There's a new study that shows a surprising way parents can encourage their kids' success: Buy a house.
A study by Richard K. Green and Gary D. Painter at the University of Southern California and Michelle J. White at the University of San Diego looked at housing and school data before and after the foreclosure crisis and determined that children of homeowners are 2.6% less likely to drop out of school than children whose parents rent their home.
Not only that, but according to the study, homeownership also reduces the likelihood of a teen pregnancy by 5%.
Renting vs. Owning
The explanation for the link between homeownership and kids, according to the researchers, is that parents who save money for a down payment and who save money to take care of the home are also disciplined in their approach to parenting.
And while the researchers expected to find a bigger difference between homeowners who had made a larger down payment and those with less "skin in the game," the only difference they found was with homeowners who had not made any down payment at all. Buyers who bought a house with no down payment had the same outcomes for their children as renters.
It also turns out that how long you stay in a home -- whether you own it or not -- impacts drop-out rates, but not teen pregnancy rates.

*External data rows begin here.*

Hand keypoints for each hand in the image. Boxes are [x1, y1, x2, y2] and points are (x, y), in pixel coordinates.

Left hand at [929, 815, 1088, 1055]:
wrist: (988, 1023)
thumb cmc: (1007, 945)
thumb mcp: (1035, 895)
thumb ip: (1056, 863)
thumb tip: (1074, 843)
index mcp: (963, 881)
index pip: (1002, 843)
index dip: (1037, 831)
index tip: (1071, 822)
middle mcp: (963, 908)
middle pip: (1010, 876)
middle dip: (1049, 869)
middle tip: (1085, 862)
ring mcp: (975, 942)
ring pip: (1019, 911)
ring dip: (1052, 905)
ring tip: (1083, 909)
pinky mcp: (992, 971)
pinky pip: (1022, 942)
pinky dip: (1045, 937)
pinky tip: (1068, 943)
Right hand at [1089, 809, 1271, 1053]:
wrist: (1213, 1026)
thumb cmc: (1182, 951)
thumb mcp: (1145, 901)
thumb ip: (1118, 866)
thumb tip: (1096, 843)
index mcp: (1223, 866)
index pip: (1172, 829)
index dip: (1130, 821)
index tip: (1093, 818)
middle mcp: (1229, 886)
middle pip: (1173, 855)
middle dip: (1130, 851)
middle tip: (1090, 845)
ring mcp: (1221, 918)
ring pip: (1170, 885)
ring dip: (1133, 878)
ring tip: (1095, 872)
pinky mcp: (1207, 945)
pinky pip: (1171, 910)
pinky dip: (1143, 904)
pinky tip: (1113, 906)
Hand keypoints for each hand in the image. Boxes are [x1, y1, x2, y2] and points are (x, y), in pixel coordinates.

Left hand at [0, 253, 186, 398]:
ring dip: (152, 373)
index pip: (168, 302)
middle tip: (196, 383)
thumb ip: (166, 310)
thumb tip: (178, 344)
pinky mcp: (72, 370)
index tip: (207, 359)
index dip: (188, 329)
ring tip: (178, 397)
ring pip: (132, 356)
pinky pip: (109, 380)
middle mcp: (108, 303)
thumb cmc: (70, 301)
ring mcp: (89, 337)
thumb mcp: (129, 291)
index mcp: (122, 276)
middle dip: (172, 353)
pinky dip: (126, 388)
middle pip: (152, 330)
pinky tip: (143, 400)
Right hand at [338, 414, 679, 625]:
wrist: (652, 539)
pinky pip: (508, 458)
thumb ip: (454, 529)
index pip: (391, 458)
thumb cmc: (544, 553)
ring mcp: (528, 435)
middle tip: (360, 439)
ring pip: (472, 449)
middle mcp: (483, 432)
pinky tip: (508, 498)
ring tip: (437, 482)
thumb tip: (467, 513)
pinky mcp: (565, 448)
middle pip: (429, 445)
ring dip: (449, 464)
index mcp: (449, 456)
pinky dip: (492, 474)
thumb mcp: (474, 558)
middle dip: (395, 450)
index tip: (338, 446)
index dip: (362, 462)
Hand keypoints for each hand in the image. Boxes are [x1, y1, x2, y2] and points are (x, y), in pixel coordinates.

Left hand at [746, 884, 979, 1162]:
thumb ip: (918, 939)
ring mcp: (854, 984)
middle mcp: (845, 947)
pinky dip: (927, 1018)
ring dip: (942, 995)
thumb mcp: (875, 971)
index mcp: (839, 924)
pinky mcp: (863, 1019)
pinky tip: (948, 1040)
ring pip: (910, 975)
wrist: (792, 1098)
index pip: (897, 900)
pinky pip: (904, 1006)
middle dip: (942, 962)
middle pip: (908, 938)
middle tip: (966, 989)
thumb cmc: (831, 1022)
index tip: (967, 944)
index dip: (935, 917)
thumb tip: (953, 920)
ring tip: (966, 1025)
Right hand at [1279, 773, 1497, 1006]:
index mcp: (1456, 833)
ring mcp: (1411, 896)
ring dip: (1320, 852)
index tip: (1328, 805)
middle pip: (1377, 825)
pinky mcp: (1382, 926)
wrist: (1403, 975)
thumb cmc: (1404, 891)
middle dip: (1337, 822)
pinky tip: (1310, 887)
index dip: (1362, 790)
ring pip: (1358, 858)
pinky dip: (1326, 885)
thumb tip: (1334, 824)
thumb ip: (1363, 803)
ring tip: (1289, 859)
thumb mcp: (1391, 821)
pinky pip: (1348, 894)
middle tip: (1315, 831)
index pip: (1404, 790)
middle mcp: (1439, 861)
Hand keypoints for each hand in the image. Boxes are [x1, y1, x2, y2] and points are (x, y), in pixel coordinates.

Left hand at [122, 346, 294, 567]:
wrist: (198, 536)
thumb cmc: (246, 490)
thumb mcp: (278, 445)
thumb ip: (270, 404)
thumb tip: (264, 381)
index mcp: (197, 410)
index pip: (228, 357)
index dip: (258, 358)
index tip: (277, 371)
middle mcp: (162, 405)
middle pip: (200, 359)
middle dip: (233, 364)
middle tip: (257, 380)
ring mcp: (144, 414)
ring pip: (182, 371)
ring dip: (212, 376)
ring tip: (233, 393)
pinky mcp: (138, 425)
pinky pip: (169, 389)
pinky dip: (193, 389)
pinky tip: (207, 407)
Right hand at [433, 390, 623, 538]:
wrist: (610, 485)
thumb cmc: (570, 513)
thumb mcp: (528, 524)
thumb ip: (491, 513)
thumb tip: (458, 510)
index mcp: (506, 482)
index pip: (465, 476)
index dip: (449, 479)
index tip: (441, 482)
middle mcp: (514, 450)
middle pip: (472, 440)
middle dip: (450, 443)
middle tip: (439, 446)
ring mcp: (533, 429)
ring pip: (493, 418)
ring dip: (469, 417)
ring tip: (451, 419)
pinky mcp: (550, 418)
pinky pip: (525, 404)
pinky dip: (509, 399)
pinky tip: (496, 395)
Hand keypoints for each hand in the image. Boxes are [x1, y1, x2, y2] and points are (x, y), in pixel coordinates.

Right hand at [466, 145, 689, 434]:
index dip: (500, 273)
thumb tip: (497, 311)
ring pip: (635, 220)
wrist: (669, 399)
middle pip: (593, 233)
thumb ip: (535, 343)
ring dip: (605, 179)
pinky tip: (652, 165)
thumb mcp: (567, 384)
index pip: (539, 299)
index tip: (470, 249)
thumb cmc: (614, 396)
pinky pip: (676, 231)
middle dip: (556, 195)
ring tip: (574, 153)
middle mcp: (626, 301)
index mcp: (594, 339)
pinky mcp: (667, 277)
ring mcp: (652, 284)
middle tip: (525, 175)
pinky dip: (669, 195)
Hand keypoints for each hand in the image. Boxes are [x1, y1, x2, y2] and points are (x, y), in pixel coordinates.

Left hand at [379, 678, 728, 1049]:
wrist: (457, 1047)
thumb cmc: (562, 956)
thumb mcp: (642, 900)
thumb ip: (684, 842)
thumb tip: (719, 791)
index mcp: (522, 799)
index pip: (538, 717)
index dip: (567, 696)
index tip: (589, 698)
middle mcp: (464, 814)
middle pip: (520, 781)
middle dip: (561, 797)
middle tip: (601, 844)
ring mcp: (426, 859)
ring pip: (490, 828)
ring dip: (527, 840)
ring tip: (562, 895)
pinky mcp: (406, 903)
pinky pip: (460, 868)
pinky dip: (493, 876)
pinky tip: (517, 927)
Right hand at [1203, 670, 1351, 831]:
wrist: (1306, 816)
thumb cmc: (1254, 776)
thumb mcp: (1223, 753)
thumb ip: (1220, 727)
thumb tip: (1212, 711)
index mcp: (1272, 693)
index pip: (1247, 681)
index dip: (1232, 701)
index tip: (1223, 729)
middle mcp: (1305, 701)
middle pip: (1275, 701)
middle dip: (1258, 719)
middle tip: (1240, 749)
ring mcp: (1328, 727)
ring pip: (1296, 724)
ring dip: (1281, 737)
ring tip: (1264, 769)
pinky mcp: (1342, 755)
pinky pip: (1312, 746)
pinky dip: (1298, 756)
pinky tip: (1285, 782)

Some researchers anticipated that the stability associated with staying in one home and therefore in one community and one school for a longer time was the explanation for the positive impact on kids. But the results show that owning the home matters, too.
Children of homeowners with the longest residency in one home were the least likely to drop out of school. Children of homeowners with a shorter tenure were about as likely to drop out as kids of renters who stayed in their home for a longer-than-average time period.
The kids with the highest dropout rates were those whose parents were renters with short residency periods in any one rental. In other words, homeownership helps even in the short term.
The researchers looked at some other factors that might influence educational outcomes and the likelihood of teen pregnancy and their findings are not what you might thing. They found that parents' marital status, income, race and age of the mother when the child was born had little impact. However, in addition to homeownership, the parents' education is a factor that influences a child's educational success.